When folks see me out and about, I am so humbled when they say they wish I was back up on Capitol Hill fighting for the American people. Well, if and when God wishes, if that is His will, it will occur.
But right now the U.S. House and Senate are on their summer recess while President Obama is on summer vacay in Martha’s Vineyard and Veep Biden is hanging out in Hilton Head South Carolina pondering a run for president. No one is watching the store while we have mines blowing up South Korean soldiers, the U.S. Consulate in Istanbul is being attacked, ISIS is blowing up “apostate” prisoners with bombs they dug into the ground and the Taliban attacked a U.S. Special Operations base in Kabul Afghanistan. I am reminded of the Founding Father quote: “Nothing so greatly compels a man to regard the interest of his constituents than the certainly of returning to the general mass of the people from when they were taken where they must share in their burdens.”
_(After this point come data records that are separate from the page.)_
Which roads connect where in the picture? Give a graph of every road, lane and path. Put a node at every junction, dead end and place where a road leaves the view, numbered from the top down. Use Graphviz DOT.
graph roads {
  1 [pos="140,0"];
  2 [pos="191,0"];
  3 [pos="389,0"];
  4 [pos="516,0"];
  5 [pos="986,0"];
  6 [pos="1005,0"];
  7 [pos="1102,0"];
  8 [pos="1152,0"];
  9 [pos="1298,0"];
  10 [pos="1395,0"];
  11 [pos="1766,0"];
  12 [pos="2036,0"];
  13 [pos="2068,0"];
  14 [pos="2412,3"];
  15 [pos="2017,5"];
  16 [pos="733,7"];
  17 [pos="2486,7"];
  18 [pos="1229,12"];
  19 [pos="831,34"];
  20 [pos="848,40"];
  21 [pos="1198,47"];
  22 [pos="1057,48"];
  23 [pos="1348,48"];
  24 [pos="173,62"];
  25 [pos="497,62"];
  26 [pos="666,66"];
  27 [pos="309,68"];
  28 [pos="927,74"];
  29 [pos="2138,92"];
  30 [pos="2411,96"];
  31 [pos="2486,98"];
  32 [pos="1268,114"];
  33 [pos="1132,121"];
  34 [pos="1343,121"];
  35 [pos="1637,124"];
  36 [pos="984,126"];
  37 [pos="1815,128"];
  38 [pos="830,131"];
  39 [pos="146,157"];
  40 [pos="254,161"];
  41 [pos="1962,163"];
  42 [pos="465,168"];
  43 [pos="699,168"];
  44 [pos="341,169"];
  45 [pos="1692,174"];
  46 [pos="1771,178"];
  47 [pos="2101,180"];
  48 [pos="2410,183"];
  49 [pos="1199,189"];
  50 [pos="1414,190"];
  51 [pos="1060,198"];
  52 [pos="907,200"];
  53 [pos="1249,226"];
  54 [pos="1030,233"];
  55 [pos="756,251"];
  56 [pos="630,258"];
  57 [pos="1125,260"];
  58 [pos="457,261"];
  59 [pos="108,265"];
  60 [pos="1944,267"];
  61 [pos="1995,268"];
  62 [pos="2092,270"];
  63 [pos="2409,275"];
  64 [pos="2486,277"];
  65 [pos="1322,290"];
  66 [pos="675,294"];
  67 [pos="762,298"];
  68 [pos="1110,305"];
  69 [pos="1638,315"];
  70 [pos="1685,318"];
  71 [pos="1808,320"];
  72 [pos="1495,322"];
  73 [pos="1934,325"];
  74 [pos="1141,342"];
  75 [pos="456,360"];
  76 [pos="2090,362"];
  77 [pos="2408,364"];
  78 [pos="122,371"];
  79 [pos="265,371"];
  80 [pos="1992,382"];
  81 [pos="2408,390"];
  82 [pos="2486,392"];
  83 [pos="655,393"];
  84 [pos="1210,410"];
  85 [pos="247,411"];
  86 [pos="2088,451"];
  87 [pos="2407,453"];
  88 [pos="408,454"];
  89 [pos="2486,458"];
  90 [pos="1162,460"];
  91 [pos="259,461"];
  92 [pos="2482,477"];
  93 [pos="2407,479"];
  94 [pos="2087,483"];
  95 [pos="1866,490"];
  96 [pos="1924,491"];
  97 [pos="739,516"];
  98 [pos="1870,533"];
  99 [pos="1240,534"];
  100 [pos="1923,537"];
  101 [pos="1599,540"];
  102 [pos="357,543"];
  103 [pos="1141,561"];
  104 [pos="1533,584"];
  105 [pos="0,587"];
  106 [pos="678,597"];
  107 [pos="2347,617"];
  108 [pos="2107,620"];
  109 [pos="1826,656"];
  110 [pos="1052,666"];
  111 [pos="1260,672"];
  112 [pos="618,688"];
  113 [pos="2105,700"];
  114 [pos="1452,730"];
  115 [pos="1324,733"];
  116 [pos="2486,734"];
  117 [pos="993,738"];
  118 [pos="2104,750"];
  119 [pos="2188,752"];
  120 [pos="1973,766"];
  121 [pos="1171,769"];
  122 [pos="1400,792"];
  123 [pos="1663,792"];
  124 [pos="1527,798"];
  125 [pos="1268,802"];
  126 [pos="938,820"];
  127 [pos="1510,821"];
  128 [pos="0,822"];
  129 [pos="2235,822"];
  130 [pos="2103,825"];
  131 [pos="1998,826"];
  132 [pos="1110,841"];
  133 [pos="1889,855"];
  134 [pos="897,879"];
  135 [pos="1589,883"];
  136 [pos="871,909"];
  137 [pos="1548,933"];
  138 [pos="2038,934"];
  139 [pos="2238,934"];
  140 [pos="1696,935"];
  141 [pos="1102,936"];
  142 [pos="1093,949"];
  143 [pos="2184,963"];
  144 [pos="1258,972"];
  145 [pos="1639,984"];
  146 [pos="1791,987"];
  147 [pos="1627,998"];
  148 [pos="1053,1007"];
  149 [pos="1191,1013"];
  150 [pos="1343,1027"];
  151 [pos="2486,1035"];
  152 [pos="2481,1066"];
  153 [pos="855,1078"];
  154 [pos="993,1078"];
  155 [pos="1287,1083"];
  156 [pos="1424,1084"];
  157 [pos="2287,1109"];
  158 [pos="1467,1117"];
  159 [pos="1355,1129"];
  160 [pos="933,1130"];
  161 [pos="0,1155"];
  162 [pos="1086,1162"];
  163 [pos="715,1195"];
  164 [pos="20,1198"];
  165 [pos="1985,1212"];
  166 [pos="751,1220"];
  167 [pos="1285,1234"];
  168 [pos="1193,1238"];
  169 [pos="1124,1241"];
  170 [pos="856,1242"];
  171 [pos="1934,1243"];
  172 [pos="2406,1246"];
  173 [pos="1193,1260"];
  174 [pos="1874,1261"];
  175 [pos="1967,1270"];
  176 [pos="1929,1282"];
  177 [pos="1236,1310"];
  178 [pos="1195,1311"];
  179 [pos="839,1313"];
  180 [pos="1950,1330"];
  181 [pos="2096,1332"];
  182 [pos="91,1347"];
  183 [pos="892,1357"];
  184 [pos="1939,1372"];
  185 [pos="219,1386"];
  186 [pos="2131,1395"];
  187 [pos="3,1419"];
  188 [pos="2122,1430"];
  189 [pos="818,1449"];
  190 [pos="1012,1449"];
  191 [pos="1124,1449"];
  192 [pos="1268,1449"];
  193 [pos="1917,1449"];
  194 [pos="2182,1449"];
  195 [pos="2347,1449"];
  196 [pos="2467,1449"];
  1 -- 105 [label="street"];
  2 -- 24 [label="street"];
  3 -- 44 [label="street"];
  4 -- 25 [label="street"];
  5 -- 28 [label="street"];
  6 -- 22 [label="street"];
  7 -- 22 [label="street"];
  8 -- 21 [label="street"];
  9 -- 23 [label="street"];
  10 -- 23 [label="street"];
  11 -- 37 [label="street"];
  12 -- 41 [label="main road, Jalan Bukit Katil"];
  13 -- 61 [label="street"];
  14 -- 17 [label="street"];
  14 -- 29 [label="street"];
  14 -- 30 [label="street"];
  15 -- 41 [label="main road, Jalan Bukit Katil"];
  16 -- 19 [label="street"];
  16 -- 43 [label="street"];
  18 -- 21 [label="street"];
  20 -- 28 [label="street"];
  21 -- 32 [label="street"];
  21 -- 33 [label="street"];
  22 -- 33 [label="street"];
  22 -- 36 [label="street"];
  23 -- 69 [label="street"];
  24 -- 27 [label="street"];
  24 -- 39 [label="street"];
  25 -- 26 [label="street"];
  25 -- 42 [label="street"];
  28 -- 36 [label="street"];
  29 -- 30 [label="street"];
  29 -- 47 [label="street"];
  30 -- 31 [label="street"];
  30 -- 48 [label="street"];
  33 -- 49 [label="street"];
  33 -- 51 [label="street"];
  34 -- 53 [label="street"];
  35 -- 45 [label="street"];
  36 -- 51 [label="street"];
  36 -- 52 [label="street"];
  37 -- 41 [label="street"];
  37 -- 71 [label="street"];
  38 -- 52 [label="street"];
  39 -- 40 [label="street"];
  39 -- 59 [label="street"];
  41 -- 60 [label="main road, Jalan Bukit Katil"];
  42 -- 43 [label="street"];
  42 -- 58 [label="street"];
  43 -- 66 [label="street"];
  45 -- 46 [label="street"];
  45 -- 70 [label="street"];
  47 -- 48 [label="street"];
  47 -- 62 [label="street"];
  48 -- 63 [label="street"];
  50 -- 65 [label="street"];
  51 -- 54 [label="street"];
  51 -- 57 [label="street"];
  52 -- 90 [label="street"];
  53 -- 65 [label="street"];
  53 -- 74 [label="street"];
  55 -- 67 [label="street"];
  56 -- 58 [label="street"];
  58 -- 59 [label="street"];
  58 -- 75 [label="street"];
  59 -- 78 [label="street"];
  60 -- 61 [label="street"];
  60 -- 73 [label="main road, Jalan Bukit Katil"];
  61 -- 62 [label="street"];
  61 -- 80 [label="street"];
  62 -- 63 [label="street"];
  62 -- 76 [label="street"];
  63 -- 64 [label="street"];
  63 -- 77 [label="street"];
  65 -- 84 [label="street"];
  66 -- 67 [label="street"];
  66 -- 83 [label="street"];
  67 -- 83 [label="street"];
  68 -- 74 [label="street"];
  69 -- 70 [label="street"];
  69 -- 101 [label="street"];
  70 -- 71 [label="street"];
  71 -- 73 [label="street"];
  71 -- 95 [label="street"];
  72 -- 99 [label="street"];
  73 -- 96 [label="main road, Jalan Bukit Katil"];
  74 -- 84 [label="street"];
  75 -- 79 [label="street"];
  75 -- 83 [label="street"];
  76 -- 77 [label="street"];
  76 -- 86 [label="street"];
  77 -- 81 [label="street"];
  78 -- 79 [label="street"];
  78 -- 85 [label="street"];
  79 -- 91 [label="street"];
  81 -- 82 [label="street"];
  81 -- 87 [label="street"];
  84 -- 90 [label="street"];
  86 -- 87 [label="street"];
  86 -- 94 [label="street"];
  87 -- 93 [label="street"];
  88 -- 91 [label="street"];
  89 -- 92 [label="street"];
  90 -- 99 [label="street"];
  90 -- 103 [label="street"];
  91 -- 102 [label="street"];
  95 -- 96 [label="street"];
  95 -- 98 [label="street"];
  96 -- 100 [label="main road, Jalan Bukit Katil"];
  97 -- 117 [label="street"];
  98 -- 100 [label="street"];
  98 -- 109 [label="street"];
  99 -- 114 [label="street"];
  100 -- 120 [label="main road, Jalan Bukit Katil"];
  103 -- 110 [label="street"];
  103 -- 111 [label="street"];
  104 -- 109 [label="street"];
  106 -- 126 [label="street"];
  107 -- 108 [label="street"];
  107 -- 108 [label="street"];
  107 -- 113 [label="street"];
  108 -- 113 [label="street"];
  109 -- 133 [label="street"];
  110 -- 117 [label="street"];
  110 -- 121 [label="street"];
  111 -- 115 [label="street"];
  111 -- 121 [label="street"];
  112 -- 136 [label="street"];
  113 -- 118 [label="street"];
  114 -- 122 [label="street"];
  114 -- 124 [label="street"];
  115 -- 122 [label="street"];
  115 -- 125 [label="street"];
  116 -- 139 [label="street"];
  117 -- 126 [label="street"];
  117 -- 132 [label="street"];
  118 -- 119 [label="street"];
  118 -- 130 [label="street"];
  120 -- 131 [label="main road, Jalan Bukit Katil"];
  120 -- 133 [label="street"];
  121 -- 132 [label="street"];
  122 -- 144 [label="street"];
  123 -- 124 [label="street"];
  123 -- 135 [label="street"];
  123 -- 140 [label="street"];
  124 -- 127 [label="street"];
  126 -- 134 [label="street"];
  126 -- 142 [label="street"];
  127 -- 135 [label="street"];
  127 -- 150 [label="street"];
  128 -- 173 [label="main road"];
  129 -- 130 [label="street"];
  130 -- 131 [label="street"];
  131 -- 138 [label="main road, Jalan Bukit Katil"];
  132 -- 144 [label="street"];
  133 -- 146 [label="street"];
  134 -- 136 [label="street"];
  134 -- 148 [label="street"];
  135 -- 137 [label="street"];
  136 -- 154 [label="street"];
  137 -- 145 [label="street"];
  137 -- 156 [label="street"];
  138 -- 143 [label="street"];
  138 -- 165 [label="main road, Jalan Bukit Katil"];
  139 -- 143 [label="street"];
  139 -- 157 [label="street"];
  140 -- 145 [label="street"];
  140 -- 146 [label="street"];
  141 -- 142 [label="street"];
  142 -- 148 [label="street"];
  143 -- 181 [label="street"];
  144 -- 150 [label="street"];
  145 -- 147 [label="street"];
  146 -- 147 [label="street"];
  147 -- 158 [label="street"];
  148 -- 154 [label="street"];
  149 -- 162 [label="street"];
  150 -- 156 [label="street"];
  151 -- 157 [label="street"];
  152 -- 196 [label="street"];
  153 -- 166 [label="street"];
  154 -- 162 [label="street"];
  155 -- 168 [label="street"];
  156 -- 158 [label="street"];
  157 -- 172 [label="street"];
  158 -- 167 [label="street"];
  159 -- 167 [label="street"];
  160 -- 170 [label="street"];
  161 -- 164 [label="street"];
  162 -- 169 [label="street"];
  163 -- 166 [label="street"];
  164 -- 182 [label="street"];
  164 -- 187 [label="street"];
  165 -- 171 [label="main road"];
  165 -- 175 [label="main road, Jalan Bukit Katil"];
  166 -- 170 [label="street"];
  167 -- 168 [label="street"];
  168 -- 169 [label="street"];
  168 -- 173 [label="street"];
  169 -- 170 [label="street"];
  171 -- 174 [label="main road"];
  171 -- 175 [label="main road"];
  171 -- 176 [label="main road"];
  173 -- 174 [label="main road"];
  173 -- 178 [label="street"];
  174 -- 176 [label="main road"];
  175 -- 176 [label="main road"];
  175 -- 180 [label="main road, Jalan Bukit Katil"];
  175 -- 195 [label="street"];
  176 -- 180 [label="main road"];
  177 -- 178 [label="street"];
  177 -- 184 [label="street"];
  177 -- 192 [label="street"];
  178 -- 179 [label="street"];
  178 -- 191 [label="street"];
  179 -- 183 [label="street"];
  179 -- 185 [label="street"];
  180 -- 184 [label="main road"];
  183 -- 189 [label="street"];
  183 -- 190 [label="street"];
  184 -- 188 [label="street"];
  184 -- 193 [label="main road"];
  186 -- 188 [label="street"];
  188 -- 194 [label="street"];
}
That quote came from George Mason at the Virginia ratifying convention for our Constitution. It was never the intent of our Founding Fathers to have career politicians — and recess meant for citizen-legislators to return home to their “regular” jobs. Well, I have a topic about which you, the constituent, should be inquiring of your representatives.
As reported by CNSNews.com, “Both the U.S. Senate and House of Representatives certified that they had only 45 employees each in order to sign up for the District of Columbia’s Small Business Exchange. But 12,359 – or 86 percent of the exchange’s enrollees – are members of Congress, congressional staff members, and their spouses and dependents, according to an appeal filed with the D.C. Court of Appeals by Judicial Watch.
The public interest law firm announced Monday that it is appealing the February dismissal of its lawsuit challenging congressional participation in the Obamacare exchange even though the D.C. Exchange Act limits enrollment to small companies with 50 or fewer employees. “Congress obviously has far more than 50 employees,” Judicial Watch attorney Michael Bekesha pointed out in his opening brief. “It has thousands of employees.”
Congress enrolled in the small business exchange when its previous coverage under the Federal Employee Health Benefits plan was terminated by the Affordable Care Act (ACA) and congressional employees stood to lose thousands of dollars in “employer contributions” if they enrolled in the District’s individual exchange.